Back in my younger days, before most people had cell phones, I was working at a fast food restaurant during my senior year of high school. The main reason I decided to work there was because one of my best friends worked there, and around the time I started working, our other best friend joined us. We were very close, and we spent our minimum wage earnings on stupid stuff.

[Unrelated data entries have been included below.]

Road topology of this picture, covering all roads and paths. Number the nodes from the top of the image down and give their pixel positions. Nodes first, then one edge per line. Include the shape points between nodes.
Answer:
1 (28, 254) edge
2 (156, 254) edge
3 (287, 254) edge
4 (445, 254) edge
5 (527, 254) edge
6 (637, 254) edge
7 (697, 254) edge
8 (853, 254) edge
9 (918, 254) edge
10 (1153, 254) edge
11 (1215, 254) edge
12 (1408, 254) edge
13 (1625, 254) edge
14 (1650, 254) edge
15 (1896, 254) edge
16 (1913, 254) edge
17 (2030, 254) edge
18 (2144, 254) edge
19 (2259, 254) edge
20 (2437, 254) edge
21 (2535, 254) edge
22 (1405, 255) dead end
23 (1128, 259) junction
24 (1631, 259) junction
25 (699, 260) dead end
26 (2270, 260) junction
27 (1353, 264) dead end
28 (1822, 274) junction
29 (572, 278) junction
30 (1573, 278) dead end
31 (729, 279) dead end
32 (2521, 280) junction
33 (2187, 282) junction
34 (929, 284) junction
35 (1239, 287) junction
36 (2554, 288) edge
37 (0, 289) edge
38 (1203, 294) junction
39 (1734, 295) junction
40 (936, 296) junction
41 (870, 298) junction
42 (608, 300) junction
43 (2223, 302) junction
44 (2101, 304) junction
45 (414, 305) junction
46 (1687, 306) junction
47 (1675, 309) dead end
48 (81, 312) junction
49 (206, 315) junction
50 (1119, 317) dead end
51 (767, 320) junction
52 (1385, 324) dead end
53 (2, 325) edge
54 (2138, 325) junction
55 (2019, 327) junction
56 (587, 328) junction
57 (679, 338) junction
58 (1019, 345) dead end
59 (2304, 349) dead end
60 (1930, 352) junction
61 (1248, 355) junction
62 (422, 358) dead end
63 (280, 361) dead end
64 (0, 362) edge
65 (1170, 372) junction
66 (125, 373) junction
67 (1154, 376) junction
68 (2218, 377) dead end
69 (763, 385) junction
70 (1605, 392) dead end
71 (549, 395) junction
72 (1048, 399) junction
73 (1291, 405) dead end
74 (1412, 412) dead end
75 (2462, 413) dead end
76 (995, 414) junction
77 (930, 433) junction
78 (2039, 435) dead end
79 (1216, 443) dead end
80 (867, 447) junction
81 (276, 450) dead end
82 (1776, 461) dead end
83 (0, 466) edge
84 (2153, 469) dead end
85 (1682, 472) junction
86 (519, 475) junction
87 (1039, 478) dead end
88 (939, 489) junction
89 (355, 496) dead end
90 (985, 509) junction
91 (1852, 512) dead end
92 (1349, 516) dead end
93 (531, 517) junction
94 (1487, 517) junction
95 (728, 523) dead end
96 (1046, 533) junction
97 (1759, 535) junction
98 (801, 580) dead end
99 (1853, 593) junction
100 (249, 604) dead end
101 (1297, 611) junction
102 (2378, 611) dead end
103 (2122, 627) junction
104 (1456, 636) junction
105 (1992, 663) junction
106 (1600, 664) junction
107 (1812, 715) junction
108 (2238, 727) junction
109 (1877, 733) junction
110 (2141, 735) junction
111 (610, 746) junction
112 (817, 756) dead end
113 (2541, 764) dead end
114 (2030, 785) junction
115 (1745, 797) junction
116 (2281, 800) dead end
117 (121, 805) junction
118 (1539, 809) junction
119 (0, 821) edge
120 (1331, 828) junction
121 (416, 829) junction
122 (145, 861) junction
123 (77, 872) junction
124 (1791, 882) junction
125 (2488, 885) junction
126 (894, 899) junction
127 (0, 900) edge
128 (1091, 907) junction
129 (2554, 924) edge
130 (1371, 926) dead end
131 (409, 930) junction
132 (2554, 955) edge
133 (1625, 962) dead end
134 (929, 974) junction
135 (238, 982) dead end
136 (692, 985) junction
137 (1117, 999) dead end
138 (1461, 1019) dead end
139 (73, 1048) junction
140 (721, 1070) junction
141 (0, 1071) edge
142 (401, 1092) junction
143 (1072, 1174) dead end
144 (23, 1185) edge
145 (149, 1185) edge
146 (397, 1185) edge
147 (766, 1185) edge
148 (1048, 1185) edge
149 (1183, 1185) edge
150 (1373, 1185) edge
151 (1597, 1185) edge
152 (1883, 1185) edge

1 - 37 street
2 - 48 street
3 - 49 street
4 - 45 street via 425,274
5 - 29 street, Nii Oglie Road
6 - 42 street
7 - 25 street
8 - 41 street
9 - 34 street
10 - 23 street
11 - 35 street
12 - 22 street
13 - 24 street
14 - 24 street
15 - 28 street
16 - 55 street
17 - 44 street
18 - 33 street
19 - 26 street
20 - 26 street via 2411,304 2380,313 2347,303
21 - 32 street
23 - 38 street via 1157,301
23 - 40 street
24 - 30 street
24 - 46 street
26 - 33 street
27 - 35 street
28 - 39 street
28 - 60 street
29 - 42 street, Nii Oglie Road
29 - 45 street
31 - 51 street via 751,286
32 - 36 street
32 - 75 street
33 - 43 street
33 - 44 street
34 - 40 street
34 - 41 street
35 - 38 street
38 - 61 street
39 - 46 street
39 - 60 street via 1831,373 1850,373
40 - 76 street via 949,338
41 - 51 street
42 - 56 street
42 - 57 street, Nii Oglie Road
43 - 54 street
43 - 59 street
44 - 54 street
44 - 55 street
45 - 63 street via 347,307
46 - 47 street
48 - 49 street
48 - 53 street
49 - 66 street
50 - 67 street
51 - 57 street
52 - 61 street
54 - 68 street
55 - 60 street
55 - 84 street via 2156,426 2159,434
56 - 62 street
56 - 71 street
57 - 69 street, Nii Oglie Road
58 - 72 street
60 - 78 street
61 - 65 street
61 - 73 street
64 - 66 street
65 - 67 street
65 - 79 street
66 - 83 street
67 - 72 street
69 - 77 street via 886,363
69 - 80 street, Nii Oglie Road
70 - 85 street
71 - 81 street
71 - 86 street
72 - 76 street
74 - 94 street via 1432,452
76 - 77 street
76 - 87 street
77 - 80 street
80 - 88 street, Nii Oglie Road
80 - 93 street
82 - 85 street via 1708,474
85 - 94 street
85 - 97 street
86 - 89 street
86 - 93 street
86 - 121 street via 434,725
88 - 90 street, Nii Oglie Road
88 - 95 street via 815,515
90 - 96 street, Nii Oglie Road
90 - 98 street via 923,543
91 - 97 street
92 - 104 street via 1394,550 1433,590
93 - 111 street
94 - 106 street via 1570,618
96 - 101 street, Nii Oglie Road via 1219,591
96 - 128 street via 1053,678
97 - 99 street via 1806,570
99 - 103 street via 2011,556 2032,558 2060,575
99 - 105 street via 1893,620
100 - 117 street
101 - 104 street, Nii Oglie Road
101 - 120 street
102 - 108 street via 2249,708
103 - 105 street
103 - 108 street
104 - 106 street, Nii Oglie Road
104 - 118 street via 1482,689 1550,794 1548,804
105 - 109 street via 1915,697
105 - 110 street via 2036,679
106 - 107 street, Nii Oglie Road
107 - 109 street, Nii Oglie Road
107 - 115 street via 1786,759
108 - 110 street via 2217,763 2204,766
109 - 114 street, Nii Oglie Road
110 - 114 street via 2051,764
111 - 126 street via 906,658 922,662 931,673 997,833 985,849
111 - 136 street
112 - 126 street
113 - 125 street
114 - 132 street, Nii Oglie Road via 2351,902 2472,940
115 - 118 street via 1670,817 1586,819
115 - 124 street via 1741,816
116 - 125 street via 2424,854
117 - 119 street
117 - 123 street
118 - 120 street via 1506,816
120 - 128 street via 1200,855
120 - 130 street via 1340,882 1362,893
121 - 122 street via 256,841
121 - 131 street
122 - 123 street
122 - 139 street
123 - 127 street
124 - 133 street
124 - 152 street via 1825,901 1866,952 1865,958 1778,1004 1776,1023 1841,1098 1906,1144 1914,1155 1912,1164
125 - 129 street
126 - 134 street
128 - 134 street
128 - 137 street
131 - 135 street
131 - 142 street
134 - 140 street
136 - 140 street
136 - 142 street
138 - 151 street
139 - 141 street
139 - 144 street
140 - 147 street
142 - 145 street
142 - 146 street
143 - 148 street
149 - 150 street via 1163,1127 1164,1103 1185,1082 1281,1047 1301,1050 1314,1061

This fast food restaurant was the King when it came to Burgers, so we had to learn how to prepare a Whopper of a hamburger in no time flat. We also had to learn how to manage the fried foods station, the registers, the drive thru, all specialty items, and all cleaning and end-of-day operations. We were pretty sharp kids despite being stupid teenagers, and within a couple months we could run an entire shift by ourselves (normally there were at least four or five workers and a manager). We were regularly scheduled with just three of us and a manager to work all the night shifts, and we enjoyed working together and running the store. We knew the manager was saving money on labor costs, which made the whole store look good when compared against other stores in the district, but we didn’t care. We worked hard, had fun together, and made a nearly criminally small wage for our efforts (at the time it seemed like we had made it big).

As it tends to do, prom season came around. We all went to the same school, so we all had prom on the same day. Compounding the issue, one of my friends was taking another worker as his date. Thinking it would help with scheduling, we notified our managers several weeks in advance. We were all told “no.” We found that amusing, because of course we were going to go to our prom. Well, the company policy was that as long as you called before missing a shift, then you wouldn’t get in trouble for calling in with an emergency.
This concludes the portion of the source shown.